++++ Records shown ++++

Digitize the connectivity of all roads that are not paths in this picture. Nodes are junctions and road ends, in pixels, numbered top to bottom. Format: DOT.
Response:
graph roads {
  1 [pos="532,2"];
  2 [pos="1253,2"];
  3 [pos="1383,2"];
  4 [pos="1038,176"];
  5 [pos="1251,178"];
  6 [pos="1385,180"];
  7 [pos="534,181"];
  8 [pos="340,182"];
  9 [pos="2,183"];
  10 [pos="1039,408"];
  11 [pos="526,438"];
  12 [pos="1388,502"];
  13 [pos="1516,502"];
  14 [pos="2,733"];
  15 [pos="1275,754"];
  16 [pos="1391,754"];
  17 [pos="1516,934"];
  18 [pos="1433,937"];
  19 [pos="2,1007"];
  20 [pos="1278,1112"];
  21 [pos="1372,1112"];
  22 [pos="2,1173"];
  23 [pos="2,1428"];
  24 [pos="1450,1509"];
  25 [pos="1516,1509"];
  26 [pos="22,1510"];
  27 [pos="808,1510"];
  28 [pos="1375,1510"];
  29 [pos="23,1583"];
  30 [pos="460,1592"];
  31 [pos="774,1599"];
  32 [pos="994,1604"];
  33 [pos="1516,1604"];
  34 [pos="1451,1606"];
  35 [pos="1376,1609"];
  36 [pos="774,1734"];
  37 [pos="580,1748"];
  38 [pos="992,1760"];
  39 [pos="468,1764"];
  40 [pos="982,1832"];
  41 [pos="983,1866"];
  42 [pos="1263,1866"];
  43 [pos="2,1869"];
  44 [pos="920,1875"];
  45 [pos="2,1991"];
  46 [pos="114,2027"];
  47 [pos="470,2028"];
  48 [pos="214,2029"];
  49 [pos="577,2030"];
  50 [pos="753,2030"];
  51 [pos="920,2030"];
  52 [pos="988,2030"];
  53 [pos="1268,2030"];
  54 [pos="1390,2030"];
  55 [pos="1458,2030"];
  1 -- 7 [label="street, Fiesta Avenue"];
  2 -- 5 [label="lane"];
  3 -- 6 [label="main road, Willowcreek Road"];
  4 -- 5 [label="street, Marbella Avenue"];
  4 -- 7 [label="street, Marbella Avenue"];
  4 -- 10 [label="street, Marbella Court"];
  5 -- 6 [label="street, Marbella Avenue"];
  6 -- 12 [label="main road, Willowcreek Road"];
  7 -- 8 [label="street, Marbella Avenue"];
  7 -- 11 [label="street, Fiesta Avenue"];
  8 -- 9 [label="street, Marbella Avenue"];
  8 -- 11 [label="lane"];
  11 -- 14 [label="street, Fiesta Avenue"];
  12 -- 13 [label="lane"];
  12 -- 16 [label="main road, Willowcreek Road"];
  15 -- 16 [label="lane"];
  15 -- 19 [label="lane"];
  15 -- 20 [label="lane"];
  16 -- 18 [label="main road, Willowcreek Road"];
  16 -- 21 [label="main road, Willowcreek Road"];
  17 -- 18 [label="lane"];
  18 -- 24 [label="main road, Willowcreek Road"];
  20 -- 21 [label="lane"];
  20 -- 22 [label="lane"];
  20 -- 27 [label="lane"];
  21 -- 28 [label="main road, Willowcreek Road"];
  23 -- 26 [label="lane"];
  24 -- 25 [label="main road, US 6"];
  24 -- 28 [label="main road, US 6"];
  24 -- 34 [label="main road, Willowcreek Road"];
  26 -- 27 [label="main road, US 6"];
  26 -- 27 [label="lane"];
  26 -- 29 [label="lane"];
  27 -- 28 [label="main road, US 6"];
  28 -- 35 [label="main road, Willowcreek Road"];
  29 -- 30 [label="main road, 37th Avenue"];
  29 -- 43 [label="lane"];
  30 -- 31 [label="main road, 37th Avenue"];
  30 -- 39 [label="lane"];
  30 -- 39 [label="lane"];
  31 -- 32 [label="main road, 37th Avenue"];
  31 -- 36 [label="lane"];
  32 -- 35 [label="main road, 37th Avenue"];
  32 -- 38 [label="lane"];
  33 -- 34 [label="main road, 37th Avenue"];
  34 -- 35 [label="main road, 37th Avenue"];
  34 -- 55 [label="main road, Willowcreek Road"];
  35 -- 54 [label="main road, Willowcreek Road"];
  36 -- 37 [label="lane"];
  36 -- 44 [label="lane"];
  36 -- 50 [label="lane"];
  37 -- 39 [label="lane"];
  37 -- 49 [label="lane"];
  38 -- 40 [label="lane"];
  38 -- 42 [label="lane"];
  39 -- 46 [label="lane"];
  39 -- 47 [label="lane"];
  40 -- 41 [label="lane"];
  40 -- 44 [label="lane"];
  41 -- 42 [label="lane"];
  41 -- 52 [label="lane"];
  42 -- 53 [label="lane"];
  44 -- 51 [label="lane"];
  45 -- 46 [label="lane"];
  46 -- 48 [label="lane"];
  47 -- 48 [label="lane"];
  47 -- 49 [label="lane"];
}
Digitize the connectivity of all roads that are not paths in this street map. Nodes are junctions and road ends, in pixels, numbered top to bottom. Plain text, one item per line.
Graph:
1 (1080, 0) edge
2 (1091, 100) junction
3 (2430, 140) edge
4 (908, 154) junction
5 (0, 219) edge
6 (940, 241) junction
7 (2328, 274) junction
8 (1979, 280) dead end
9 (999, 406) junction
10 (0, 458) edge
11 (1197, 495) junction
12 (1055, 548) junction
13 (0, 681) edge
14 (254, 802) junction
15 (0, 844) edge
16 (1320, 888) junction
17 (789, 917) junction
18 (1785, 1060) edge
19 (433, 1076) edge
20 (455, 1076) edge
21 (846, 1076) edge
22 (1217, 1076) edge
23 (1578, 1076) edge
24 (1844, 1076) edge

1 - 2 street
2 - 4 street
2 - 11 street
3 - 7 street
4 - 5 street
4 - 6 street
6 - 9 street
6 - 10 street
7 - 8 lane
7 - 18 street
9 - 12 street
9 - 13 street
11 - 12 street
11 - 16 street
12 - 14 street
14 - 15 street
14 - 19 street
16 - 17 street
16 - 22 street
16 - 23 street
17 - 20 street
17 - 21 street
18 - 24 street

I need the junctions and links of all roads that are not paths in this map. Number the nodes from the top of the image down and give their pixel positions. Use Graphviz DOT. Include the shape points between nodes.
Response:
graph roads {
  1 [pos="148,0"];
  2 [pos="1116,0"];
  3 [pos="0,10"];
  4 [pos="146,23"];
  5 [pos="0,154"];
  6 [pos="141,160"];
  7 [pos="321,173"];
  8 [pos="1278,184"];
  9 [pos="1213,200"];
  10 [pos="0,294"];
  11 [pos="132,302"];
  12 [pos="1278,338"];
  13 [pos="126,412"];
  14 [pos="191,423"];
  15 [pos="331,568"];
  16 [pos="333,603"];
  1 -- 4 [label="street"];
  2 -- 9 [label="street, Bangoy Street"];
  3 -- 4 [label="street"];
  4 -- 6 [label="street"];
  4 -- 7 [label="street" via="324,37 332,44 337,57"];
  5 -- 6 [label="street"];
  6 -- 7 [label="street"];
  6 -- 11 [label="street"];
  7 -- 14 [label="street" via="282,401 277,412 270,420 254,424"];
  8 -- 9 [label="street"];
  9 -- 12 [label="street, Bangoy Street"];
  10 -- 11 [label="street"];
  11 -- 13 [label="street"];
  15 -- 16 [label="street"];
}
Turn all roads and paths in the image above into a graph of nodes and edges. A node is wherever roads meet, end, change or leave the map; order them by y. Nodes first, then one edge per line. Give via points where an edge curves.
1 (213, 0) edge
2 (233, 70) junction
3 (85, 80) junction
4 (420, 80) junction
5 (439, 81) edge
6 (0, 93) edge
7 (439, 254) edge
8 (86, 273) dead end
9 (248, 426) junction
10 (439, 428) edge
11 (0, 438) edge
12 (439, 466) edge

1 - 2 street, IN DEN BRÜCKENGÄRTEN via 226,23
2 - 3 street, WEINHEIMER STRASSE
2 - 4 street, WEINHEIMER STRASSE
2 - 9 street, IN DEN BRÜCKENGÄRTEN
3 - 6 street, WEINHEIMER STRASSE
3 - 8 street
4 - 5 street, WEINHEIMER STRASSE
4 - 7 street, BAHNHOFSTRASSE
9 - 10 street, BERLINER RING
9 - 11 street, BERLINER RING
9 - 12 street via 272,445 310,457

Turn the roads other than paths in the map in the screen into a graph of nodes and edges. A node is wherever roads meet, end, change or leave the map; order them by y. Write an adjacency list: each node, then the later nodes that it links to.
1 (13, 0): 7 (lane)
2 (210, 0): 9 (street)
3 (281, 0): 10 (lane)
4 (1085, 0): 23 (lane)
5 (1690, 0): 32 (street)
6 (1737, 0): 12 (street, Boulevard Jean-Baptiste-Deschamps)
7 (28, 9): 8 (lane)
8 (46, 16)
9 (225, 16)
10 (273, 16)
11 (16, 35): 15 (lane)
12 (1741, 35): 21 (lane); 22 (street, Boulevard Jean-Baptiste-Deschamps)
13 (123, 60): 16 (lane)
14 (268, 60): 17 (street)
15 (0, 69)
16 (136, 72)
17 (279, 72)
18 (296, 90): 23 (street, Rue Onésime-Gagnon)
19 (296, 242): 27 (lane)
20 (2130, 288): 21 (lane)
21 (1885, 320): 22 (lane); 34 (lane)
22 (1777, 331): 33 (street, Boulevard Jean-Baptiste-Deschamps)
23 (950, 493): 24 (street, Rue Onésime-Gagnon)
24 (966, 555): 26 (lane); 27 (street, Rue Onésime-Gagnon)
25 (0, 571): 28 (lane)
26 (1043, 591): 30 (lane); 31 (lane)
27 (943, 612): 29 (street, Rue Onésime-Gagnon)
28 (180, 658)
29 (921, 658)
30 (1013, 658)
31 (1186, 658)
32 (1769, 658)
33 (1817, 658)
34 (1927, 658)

++++

_Task objective_: Above are some records; copy exactly the lines from the one with "item per line." through the one with "I need the junctions", both included, and no others.

_Result of the task_:
Digitize the connectivity of all roads that are not paths in this street map. Nodes are junctions and road ends, in pixels, numbered top to bottom. Plain text, one item per line.
Graph:
1 (1080, 0) edge
2 (1091, 100) junction
3 (2430, 140) edge
4 (908, 154) junction
5 (0, 219) edge
6 (940, 241) junction
7 (2328, 274) junction
8 (1979, 280) dead end
9 (999, 406) junction
10 (0, 458) edge
11 (1197, 495) junction
12 (1055, 548) junction
13 (0, 681) edge
14 (254, 802) junction
15 (0, 844) edge
16 (1320, 888) junction
17 (789, 917) junction
18 (1785, 1060) edge
19 (433, 1076) edge
20 (455, 1076) edge
21 (846, 1076) edge
22 (1217, 1076) edge
23 (1578, 1076) edge
24 (1844, 1076) edge

1 - 2 street
2 - 4 street
2 - 11 street
3 - 7 street
4 - 5 street
4 - 6 street
6 - 9 street
6 - 10 street
7 - 8 lane
7 - 18 street
9 - 12 street
9 - 13 street
11 - 12 street
11 - 16 street
12 - 14 street
14 - 15 street
14 - 19 street
16 - 17 street
16 - 22 street
16 - 23 street
17 - 20 street
17 - 21 street
18 - 24 street

I need the junctions and links of all roads that are not paths in this map. Number the nodes from the top of the image down and give their pixel positions. Use Graphviz DOT. Include the shape points between nodes.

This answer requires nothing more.